Feature: Implement H.264 and AV1 hardware encoding for remote control

Remark: Need to update FFmpeg static libraries to take effort

server/go/cmd/main.go

@@ -290,11 +290,13 @@ func (h *MyHandler) handleBitmapInfo(ctx *connection.Context, data []byte) {
 // handleScreenFrame relays one TOKEN_FIRSTSCREEN / TOKEN_NEXTSCREEN packet
 // to all browsers watching this device. The on-the-wire packet starts with
 // the token byte then a small fixed header (algorithm, cursor pos, cursor
-// index) before the H.264 NAL payload. The browser-facing WS packet uses
-// the C++-compatible layout: [deviceID:4 LE][frameType:1][dataLen:4 LE][H264:N].
+// index) before the video payload (H.264 Annex B or AV1 OBU). The browser-
+// facing WS packet uses the C++-compatible layout:
+// [deviceID:4 LE][frameType:1][dataLen:4 LE][Video:N].
 //
 // alwaysKey=true is used for TOKEN_FIRSTSCREEN (always IDR by construction);
-// TOKEN_NEXTSCREEN is keyframe iff the NAL stream contains a 5/7/8 unit.
+// TOKEN_NEXTSCREEN keyframe detection is delegated to protocol.IsAnyKeyframe
+// which sniffs the codec from the first byte (0x00 → H.264, else AV1).
 func (h *MyHandler) handleScreenFrame(ctx *connection.Context, data []byte, alwaysKey bool) {
 	deviceID := h.hub.ScreenDeviceID(ctx)
 	if deviceID == "" {
@@ -310,8 +312,10 @@ func (h *MyHandler) handleScreenFrame(ctx *connection.Context, data []byte, alwa
 	// browser sees cursor updates even if we end up dropping frames later.
 	h.hub.PublishCursor(deviceID, data[10])
 
-	h264 := data[skip:]
-	isKey := alwaysKey || protocol.IsH264Keyframe(h264)
+	video := data[skip:]
+	// 按首字节嗅探 H.264 / AV1，分发到对应的 keyframe 探测器。

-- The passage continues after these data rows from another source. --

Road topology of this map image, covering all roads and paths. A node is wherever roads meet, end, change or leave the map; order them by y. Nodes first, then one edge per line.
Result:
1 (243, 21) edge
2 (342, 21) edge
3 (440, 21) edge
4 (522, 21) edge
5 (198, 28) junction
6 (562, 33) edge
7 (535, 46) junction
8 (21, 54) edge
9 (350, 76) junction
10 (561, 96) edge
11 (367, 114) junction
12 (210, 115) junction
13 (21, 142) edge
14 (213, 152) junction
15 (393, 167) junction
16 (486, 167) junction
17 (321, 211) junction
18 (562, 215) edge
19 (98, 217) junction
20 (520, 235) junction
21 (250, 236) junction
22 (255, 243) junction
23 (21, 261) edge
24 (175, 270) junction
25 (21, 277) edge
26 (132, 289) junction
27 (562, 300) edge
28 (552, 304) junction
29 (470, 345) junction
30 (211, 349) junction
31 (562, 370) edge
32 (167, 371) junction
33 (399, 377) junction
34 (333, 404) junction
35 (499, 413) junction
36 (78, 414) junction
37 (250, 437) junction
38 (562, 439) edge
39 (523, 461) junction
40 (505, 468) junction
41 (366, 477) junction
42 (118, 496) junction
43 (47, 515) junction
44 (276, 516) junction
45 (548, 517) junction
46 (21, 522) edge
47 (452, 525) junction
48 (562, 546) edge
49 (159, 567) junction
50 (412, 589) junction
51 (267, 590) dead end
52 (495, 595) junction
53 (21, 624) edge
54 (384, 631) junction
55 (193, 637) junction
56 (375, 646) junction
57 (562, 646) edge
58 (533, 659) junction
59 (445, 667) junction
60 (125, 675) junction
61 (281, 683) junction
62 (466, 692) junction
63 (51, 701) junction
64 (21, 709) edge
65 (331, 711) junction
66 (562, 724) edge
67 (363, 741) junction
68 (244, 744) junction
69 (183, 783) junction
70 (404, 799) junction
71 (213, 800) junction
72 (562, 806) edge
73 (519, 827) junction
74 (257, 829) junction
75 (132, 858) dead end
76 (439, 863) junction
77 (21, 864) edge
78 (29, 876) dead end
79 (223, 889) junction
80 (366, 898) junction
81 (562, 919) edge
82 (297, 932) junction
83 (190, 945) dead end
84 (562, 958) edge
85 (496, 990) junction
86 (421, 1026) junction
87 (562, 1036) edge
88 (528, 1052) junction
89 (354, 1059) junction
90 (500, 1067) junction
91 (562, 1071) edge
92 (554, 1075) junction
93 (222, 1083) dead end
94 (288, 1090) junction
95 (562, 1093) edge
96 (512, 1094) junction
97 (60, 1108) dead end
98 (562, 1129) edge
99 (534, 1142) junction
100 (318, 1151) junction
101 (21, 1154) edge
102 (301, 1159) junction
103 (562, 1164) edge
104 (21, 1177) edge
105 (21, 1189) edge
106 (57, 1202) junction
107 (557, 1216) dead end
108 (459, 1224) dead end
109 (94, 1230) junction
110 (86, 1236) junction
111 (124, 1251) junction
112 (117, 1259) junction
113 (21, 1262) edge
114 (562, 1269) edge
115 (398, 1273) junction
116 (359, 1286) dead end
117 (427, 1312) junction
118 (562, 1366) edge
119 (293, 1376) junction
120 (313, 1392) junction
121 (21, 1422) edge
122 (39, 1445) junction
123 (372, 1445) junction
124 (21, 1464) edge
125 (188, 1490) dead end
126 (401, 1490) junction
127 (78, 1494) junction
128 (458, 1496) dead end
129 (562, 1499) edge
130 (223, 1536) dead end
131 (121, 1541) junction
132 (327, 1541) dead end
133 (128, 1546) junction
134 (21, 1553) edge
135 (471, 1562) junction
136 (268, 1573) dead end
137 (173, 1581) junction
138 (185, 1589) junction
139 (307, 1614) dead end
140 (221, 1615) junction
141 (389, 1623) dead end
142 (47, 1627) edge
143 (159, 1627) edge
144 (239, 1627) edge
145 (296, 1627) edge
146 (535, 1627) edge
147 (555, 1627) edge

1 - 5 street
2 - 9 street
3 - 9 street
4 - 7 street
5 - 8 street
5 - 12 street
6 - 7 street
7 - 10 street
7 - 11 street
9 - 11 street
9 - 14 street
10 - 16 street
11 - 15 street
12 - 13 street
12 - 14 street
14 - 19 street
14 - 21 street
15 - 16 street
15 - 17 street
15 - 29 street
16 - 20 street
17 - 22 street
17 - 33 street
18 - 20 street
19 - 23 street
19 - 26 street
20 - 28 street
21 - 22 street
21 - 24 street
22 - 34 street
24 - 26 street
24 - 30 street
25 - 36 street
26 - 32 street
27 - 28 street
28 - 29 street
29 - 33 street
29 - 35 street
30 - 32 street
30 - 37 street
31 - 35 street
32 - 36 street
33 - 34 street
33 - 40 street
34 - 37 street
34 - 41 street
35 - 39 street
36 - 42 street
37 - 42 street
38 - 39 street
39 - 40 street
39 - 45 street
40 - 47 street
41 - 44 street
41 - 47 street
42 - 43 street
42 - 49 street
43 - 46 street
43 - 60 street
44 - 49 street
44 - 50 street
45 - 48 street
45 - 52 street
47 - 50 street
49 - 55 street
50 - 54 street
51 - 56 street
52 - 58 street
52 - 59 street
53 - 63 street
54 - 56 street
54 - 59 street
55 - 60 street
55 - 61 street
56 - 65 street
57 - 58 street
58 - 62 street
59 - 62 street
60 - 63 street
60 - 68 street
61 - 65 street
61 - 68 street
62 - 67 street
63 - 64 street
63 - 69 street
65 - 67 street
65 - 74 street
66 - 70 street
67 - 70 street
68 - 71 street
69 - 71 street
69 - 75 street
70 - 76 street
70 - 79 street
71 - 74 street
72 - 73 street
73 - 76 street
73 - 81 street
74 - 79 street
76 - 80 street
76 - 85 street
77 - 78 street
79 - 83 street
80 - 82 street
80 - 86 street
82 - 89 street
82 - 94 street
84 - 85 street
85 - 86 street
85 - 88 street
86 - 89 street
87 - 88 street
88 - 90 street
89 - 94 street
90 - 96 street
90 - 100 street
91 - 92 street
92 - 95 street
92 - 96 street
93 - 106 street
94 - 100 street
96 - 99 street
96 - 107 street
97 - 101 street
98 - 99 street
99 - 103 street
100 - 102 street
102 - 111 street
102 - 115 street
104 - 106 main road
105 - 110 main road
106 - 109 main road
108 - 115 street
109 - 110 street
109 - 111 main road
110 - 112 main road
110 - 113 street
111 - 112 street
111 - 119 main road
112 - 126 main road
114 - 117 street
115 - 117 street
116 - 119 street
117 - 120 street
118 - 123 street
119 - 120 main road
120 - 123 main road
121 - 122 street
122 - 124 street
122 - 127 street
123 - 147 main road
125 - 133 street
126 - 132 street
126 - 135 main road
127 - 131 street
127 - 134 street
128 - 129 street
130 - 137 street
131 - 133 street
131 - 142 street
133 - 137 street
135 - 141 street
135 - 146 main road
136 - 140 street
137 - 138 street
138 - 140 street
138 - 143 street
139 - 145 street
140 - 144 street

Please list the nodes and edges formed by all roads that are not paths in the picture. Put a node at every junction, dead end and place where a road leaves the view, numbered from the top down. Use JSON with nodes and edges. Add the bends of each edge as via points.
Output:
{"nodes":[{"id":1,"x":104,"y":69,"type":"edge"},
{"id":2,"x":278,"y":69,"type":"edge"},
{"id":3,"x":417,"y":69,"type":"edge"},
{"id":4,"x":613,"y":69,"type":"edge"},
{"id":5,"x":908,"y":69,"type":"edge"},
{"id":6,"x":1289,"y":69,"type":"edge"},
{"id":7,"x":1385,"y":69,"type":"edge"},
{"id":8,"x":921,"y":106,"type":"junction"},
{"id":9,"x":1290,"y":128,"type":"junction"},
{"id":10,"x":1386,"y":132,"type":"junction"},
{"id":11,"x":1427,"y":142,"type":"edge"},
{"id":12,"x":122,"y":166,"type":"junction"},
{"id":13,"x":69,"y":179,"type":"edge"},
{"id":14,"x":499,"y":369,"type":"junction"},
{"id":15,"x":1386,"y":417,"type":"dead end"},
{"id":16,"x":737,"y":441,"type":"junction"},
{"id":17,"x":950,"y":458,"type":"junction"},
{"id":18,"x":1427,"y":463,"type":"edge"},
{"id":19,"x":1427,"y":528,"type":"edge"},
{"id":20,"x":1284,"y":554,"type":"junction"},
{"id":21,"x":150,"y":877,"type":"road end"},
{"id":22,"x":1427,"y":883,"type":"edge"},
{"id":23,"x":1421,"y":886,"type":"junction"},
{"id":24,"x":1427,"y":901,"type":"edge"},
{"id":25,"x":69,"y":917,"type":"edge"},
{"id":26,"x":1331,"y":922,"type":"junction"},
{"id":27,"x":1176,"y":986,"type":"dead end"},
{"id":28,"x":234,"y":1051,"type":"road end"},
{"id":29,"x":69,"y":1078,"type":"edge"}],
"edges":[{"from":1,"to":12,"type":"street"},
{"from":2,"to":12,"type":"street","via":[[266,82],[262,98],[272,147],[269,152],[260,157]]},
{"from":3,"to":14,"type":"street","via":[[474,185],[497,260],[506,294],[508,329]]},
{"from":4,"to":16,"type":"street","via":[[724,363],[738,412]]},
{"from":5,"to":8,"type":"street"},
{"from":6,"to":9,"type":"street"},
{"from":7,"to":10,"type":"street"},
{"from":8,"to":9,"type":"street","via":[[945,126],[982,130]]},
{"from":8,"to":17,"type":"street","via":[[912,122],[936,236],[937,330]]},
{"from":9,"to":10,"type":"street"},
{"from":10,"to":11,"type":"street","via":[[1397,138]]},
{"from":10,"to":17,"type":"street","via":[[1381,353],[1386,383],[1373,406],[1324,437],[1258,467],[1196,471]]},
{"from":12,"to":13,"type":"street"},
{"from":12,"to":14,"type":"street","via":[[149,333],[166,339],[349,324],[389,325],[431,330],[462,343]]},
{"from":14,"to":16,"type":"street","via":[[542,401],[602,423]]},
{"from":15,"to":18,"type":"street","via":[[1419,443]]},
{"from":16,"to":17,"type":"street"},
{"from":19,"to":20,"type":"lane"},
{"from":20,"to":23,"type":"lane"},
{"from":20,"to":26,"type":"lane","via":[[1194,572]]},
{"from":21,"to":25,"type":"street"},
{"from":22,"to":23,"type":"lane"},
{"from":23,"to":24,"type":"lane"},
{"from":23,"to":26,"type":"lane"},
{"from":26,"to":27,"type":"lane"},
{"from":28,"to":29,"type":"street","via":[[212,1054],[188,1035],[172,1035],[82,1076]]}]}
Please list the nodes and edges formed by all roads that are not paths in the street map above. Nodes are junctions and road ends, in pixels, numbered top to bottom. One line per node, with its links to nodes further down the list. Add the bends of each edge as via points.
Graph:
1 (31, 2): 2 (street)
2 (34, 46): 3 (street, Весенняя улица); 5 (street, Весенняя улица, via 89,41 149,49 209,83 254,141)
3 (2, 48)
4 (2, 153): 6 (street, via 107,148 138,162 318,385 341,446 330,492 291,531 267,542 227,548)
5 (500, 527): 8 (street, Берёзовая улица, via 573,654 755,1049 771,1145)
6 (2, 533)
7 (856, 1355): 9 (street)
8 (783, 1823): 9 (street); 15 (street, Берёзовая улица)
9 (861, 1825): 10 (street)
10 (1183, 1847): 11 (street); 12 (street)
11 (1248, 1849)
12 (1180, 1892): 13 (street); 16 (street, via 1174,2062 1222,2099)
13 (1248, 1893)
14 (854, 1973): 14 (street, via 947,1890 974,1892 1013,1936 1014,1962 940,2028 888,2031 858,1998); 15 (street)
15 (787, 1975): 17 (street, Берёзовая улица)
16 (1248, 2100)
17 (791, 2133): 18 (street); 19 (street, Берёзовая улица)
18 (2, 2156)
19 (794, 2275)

浏览器侧用同样方式
+	// 决定 VideoDecoder codec string，因此 server 不必感知客户端实际编码器。
+	isKey := alwaysKey || protocol.IsAnyKeyframe(video)
 
 	// Build the WS packet exactly as the C++ ScreenSpyDlg does — the front-end
 	// decoder reads these offsets directly.
@@ -321,13 +325,13 @@ func (h *MyHandler) handleScreenFrame(ctx *connection.Context, data []byte, alwa
 	if isKey {
 		frameType = 1
 	}
-	dataLen := uint32(len(h264))
+	dataLen := uint32(len(video))
 
-	packet := make([]byte, 9+len(h264))
+	packet := make([]byte, 9+len(video))
 	binary.LittleEndian.PutUint32(packet[0:4], idLow)
 	packet[4] = frameType
 	binary.LittleEndian.PutUint32(packet[5:9], dataLen)
-	copy(packet[9:], h264)
+	copy(packet[9:], video)
 
 	h.hub.PublishScreenFrame(deviceID, packet, isKey)
 }

server/go/protocol/commands.go

@@ -350,6 +350,69 @@ func IsH264Keyframe(data []byte) bool {
 	return false
 }
 
+// IsAnyKeyframe sniffs the codec from the first byte then dispatches to the
+// matching keyframe detector. H.264 Annex B always starts with 0x00 (start
+// code prefix); AV1 OBU headers have bit7=0 and bits[3:6]=obu_type in [1,15]
+// so the first byte is in [0x08,0x78] and never 0x00. Lets the server stay
+// codec-agnostic so the browser can run H.264 and AV1 sessions side by side.
+func IsAnyKeyframe(data []byte) bool {
+	if len(data) == 0 {
+		return false
+	}
+	if data[0] == 0x00 {
+		return IsH264Keyframe(data)
+	}
+	return IsAv1Keyframe(data)
+}
+
+// IsAv1Keyframe walks the OBU chain and returns true on the first
+// OBU_SEQUENCE_HEADER (type 1). FFmpeg's AV1 encoders prepend SEQ HDR to
+// every IDR, so seeing one is equivalent to "this packet contains a key
+// frame". Mirrors the C++ IsAv1Keyframe helper in ScreenSpyDlg.cpp.
+//
+// AV1 OBU header byte layout: 0|type:4|ext:1|size:1|reserved:1
+func IsAv1Keyframe(data []byte) bool {
+	n := len(data)
+	pos := 0
+	for pos < n {
+		hdr := data[pos]
+		obuType := (hdr >> 3) & 0x0F
+		hasExt := hdr&0x04 != 0
+		hasSize := hdr&0x02 != 0
+		if obuType == 1 { // OBU_SEQUENCE_HEADER
+			return true
+		}
+		pos++
+		if hasExt {
+			if pos >= n {
+				return false
+			}
+			pos++
+		}
+		if !hasSize {
+			return false // unsized OBU runs to end of packet
+		}
+		// LEB128 size
+		var sz uint64
+		for i := range 8 {
+			if pos >= n {
+				return false
+			}
+			b := data[pos]
+			pos++
+			sz |= uint64(b&0x7F) << (7 * i)
+			if b&0x80 == 0 {
+				break
+			}
+		}
+		if uint64(pos)+sz > uint64(n) {
+			return false
+		}
+		pos += int(sz)
+	}
+	return false
+}
+
 // LOGIN_INFOR structure size and offsets (matching C++ struct with default alignment)
 // Note: C++ struct uses default alignment (4-byte for uint32/int)
 const (